_Assigned task_: Every entry, start to finish, should be printed verbatim without pictures.
○ ○ ○ ○ ○ ○ ○
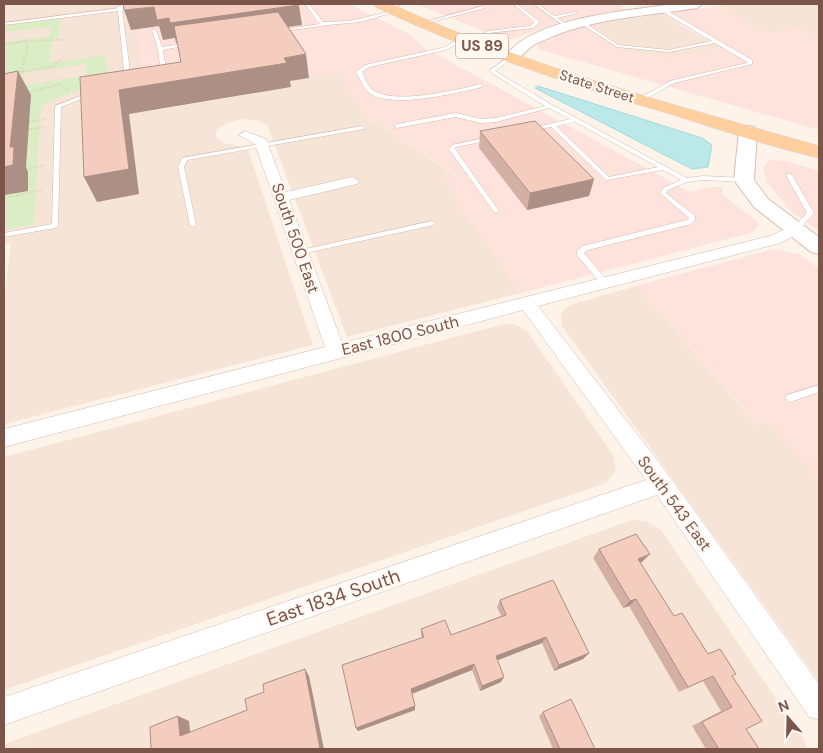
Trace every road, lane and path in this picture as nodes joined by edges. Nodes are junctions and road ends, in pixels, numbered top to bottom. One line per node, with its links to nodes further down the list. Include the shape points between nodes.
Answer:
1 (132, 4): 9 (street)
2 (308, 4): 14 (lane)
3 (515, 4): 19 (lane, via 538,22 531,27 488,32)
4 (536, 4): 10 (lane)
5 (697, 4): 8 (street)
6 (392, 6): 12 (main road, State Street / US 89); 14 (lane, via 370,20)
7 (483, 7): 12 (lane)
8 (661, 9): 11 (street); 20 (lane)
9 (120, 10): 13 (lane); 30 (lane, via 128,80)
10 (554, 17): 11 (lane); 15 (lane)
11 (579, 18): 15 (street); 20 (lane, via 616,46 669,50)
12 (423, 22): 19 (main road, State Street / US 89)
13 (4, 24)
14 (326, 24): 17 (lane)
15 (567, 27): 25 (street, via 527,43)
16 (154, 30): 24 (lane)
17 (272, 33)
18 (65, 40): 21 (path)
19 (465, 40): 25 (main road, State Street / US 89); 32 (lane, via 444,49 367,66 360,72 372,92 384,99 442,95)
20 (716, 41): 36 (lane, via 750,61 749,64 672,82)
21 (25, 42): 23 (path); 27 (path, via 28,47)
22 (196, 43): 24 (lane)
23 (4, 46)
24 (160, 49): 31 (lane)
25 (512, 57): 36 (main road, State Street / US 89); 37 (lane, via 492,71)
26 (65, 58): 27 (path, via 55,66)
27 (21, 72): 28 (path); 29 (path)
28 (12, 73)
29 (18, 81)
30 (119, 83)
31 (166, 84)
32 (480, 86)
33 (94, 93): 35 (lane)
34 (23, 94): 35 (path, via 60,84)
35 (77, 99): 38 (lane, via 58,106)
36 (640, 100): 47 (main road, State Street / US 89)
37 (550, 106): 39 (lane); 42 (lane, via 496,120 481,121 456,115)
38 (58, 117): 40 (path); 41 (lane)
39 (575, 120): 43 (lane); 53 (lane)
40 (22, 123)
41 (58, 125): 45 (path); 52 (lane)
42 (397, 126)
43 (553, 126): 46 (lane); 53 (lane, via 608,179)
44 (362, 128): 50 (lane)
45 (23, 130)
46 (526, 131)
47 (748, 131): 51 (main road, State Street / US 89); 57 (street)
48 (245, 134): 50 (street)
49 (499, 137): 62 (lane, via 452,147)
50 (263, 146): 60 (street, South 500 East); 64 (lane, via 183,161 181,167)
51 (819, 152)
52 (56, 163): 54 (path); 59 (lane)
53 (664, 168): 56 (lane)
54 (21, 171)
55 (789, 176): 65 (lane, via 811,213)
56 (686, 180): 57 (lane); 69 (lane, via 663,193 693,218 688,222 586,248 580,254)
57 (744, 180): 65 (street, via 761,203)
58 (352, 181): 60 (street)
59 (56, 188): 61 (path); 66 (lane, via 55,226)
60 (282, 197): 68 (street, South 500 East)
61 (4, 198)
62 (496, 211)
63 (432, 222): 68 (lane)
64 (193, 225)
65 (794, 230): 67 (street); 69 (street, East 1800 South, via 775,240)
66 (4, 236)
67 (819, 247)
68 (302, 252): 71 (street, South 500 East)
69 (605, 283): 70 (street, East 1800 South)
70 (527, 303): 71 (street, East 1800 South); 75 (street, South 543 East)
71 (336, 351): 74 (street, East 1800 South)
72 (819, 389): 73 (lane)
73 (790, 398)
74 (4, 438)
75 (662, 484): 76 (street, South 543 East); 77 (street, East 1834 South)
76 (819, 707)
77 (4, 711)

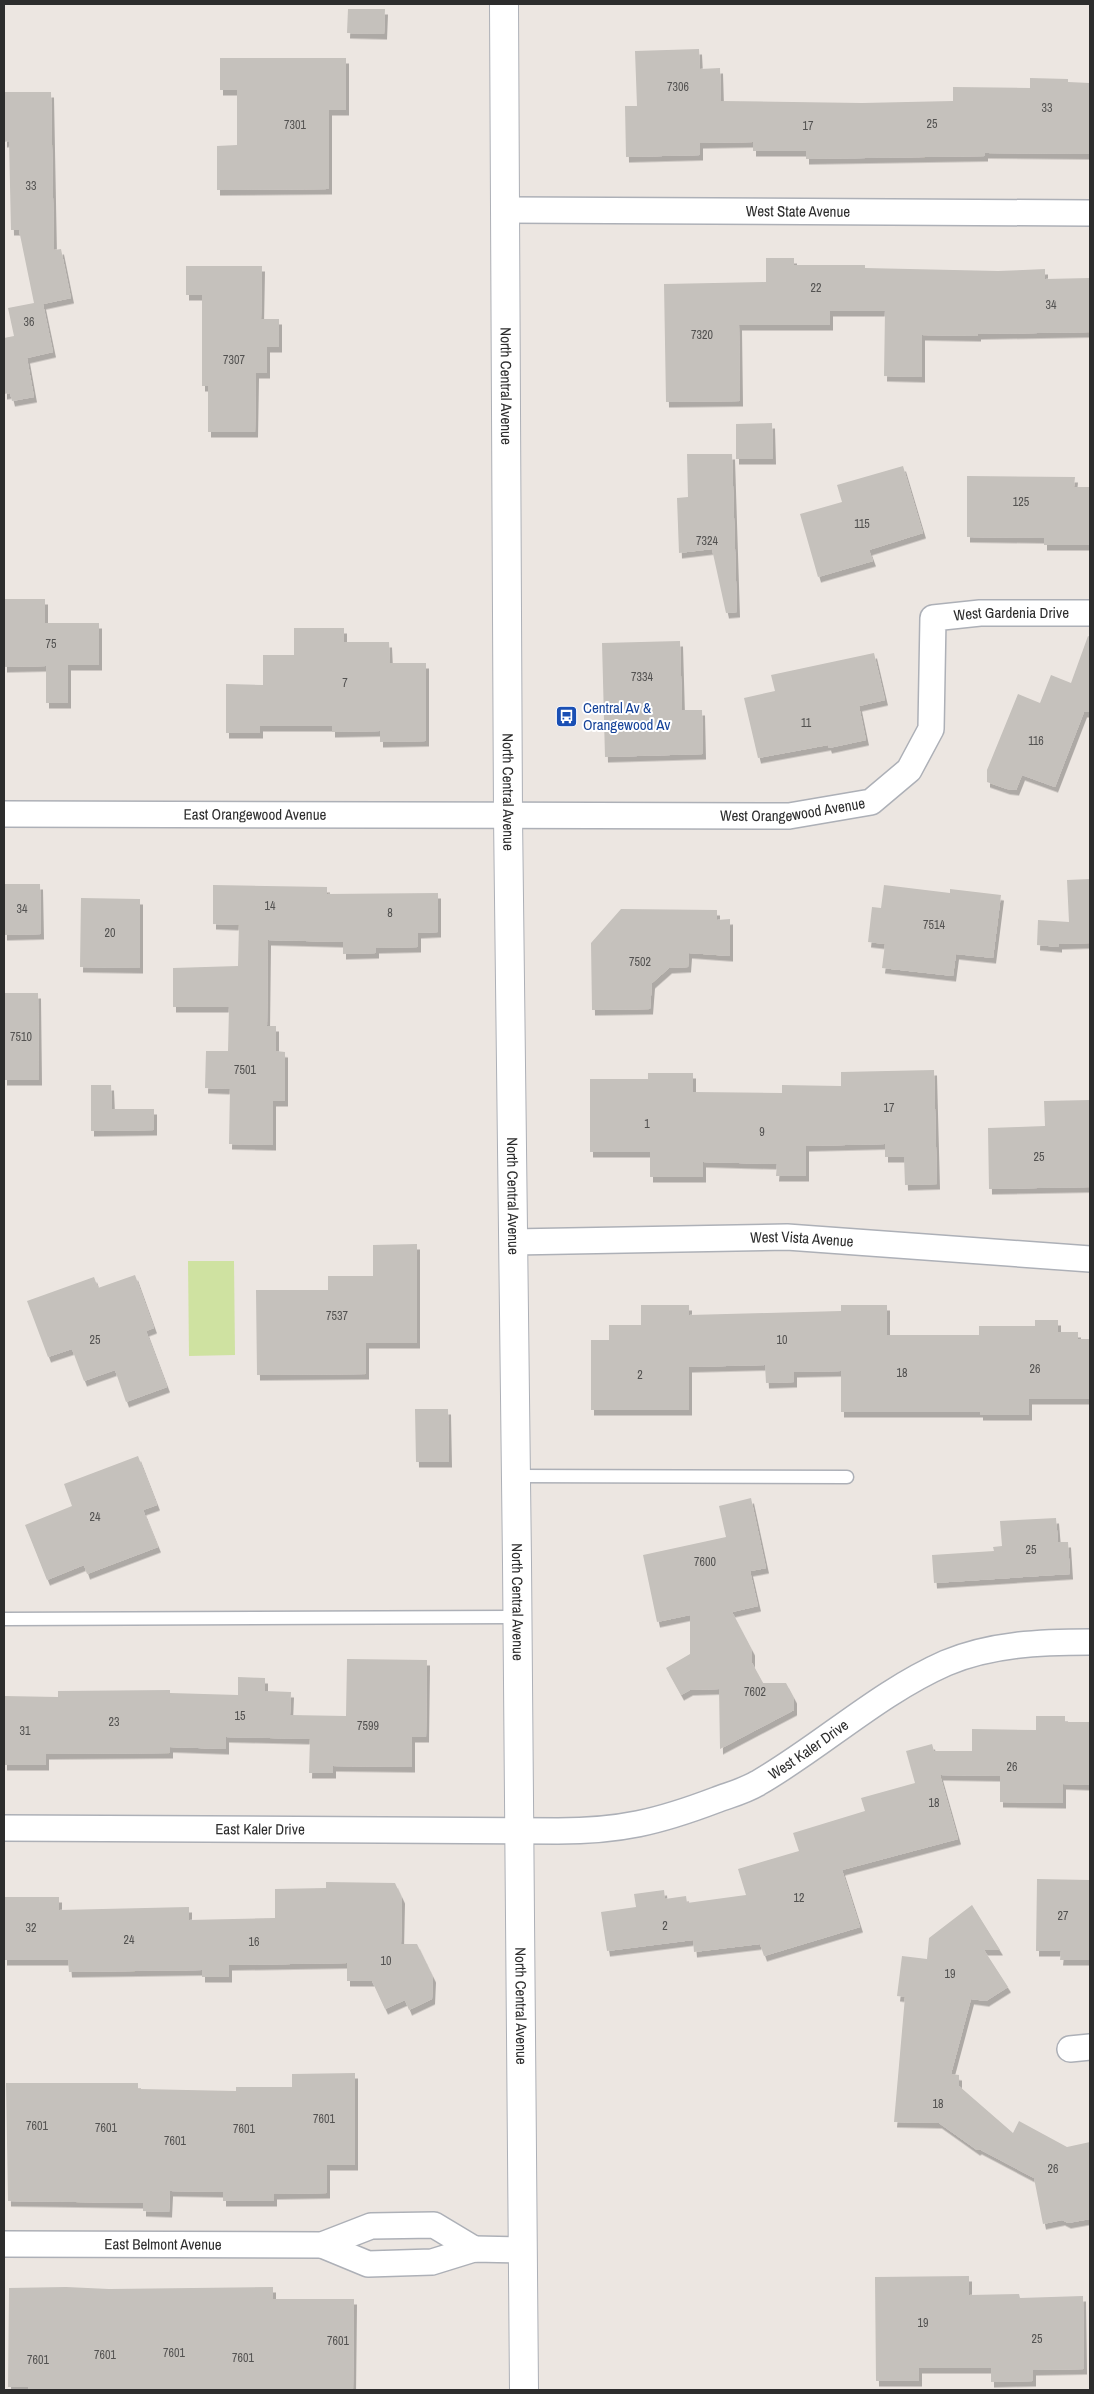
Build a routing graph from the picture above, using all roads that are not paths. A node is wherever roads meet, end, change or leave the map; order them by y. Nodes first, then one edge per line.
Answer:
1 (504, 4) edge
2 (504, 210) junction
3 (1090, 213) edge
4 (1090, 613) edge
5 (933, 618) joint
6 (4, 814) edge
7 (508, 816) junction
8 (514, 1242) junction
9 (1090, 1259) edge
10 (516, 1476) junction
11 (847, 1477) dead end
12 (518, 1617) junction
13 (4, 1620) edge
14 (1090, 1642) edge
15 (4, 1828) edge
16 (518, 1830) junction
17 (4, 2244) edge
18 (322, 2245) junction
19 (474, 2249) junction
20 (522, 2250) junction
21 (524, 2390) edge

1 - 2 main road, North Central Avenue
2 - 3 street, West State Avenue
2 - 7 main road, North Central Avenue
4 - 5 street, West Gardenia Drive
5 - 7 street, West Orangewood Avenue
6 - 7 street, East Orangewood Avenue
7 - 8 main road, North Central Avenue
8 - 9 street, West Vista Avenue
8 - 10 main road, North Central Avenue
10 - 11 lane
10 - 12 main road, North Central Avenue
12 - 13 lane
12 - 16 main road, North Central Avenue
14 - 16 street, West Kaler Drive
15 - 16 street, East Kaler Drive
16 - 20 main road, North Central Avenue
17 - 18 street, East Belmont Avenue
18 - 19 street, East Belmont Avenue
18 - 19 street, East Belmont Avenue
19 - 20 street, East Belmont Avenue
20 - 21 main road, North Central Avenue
○ ○ ○ ○ ○ ○ ○
_Answer section_:
Trace every road, lane and path in this picture as nodes joined by edges. Nodes are junctions and road ends, in pixels, numbered top to bottom. One line per node, with its links to nodes further down the list. Include the shape points between nodes.
Answer:
1 (132, 4): 9 (street)
2 (308, 4): 14 (lane)
3 (515, 4): 19 (lane, via 538,22 531,27 488,32)
4 (536, 4): 10 (lane)
5 (697, 4): 8 (street)
6 (392, 6): 12 (main road, State Street / US 89); 14 (lane, via 370,20)
7 (483, 7): 12 (lane)
8 (661, 9): 11 (street); 20 (lane)
9 (120, 10): 13 (lane); 30 (lane, via 128,80)
10 (554, 17): 11 (lane); 15 (lane)
11 (579, 18): 15 (street); 20 (lane, via 616,46 669,50)
12 (423, 22): 19 (main road, State Street / US 89)
13 (4, 24)
14 (326, 24): 17 (lane)
15 (567, 27): 25 (street, via 527,43)
16 (154, 30): 24 (lane)
17 (272, 33)
18 (65, 40): 21 (path)
19 (465, 40): 25 (main road, State Street / US 89); 32 (lane, via 444,49 367,66 360,72 372,92 384,99 442,95)
20 (716, 41): 36 (lane, via 750,61 749,64 672,82)
21 (25, 42): 23 (path); 27 (path, via 28,47)
22 (196, 43): 24 (lane)
23 (4, 46)
24 (160, 49): 31 (lane)
25 (512, 57): 36 (main road, State Street / US 89); 37 (lane, via 492,71)
26 (65, 58): 27 (path, via 55,66)
27 (21, 72): 28 (path); 29 (path)
28 (12, 73)
29 (18, 81)
30 (119, 83)
31 (166, 84)
32 (480, 86)
33 (94, 93): 35 (lane)
34 (23, 94): 35 (path, via 60,84)
35 (77, 99): 38 (lane, via 58,106)
36 (640, 100): 47 (main road, State Street / US 89)
37 (550, 106): 39 (lane); 42 (lane, via 496,120 481,121 456,115)
38 (58, 117): 40 (path); 41 (lane)
39 (575, 120): 43 (lane); 53 (lane)
40 (22, 123)
41 (58, 125): 45 (path); 52 (lane)
42 (397, 126)
43 (553, 126): 46 (lane); 53 (lane, via 608,179)
44 (362, 128): 50 (lane)
45 (23, 130)
46 (526, 131)
47 (748, 131): 51 (main road, State Street / US 89); 57 (street)
48 (245, 134): 50 (street)
49 (499, 137): 62 (lane, via 452,147)
50 (263, 146): 60 (street, South 500 East); 64 (lane, via 183,161 181,167)
51 (819, 152)
52 (56, 163): 54 (path); 59 (lane)
53 (664, 168): 56 (lane)
54 (21, 171)
55 (789, 176): 65 (lane, via 811,213)
56 (686, 180): 57 (lane); 69 (lane, via 663,193 693,218 688,222 586,248 580,254)
57 (744, 180): 65 (street, via 761,203)
58 (352, 181): 60 (street)
59 (56, 188): 61 (path); 66 (lane, via 55,226)
60 (282, 197): 68 (street, South 500 East)
61 (4, 198)
62 (496, 211)
63 (432, 222): 68 (lane)
64 (193, 225)
65 (794, 230): 67 (street); 69 (street, East 1800 South, via 775,240)
66 (4, 236)
67 (819, 247)
68 (302, 252): 71 (street, South 500 East)
69 (605, 283): 70 (street, East 1800 South)
70 (527, 303): 71 (street, East 1800 South); 75 (street, South 543 East)
71 (336, 351): 74 (street, East 1800 South)
72 (819, 389): 73 (lane)
73 (790, 398)
74 (4, 438)
75 (662, 484): 76 (street, South 543 East); 77 (street, East 1834 South)
76 (819, 707)
77 (4, 711)

Build a routing graph from the picture above, using all roads that are not paths. A node is wherever roads meet, end, change or leave the map; order them by y. Nodes first, then one edge per line.
Answer:
1 (504, 4) edge
2 (504, 210) junction
3 (1090, 213) edge
4 (1090, 613) edge
5 (933, 618) joint
6 (4, 814) edge
7 (508, 816) junction
8 (514, 1242) junction
9 (1090, 1259) edge
10 (516, 1476) junction
11 (847, 1477) dead end
12 (518, 1617) junction
13 (4, 1620) edge
14 (1090, 1642) edge
15 (4, 1828) edge
16 (518, 1830) junction
17 (4, 2244) edge
18 (322, 2245) junction
19 (474, 2249) junction
20 (522, 2250) junction
21 (524, 2390) edge

1 - 2 main road, North Central Avenue
2 - 3 street, West State Avenue
2 - 7 main road, North Central Avenue
4 - 5 street, West Gardenia Drive
5 - 7 street, West Orangewood Avenue
6 - 7 street, East Orangewood Avenue
7 - 8 main road, North Central Avenue
8 - 9 street, West Vista Avenue
8 - 10 main road, North Central Avenue
10 - 11 lane
10 - 12 main road, North Central Avenue
12 - 13 lane
12 - 16 main road, North Central Avenue
14 - 16 street, West Kaler Drive
15 - 16 street, East Kaler Drive
16 - 20 main road, North Central Avenue
17 - 18 street, East Belmont Avenue
18 - 19 street, East Belmont Avenue
18 - 19 street, East Belmont Avenue
19 - 20 street, East Belmont Avenue
20 - 21 main road, North Central Avenue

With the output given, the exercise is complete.